▸ **Try it**
Each line of the records below that holds "Tills" should be copied out.

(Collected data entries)

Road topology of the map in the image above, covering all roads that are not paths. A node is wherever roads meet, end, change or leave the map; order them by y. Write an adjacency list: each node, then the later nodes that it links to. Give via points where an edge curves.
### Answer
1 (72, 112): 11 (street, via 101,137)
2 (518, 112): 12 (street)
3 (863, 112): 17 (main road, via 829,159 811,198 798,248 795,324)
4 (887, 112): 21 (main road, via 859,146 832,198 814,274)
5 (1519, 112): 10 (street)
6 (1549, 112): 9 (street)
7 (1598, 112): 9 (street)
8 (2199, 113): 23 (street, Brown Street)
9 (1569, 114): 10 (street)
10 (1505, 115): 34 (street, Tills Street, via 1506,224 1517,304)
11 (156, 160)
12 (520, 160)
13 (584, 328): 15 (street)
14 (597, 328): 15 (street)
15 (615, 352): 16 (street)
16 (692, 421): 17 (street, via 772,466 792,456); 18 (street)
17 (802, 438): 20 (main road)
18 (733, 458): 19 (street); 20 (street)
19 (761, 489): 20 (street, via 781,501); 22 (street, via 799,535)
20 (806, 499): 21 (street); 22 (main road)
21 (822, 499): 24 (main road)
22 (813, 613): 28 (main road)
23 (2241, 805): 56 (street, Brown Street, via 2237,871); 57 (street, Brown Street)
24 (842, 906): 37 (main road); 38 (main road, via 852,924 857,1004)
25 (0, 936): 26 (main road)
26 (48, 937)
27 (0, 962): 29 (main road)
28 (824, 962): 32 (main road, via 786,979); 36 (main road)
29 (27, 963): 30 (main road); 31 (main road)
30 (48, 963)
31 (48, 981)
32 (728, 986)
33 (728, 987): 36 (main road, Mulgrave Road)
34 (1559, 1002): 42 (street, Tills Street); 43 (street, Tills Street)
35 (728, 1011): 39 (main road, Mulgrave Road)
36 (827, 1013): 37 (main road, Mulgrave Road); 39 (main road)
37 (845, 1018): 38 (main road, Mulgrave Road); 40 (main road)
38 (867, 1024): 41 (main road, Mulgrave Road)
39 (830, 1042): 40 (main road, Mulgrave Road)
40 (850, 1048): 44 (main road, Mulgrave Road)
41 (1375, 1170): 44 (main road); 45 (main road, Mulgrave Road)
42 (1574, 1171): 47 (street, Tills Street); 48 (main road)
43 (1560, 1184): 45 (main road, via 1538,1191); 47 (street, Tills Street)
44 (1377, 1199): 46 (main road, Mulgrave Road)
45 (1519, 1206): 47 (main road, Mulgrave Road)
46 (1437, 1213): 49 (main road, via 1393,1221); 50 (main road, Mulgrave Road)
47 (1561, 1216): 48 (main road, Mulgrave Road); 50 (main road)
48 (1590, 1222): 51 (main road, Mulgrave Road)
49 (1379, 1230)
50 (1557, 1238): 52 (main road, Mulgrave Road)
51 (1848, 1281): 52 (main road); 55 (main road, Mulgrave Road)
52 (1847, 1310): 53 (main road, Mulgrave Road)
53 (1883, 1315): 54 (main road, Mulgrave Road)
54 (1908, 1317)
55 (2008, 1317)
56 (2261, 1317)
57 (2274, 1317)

▸ **Task output**
10 (1505, 115): 34 (street, Tills Street, via 1506,224 1517,304)
34 (1559, 1002): 42 (street, Tills Street); 43 (street, Tills Street)
42 (1574, 1171): 47 (street, Tills Street); 48 (main road)
43 (1560, 1184): 45 (main road, via 1538,1191); 47 (street, Tills Street)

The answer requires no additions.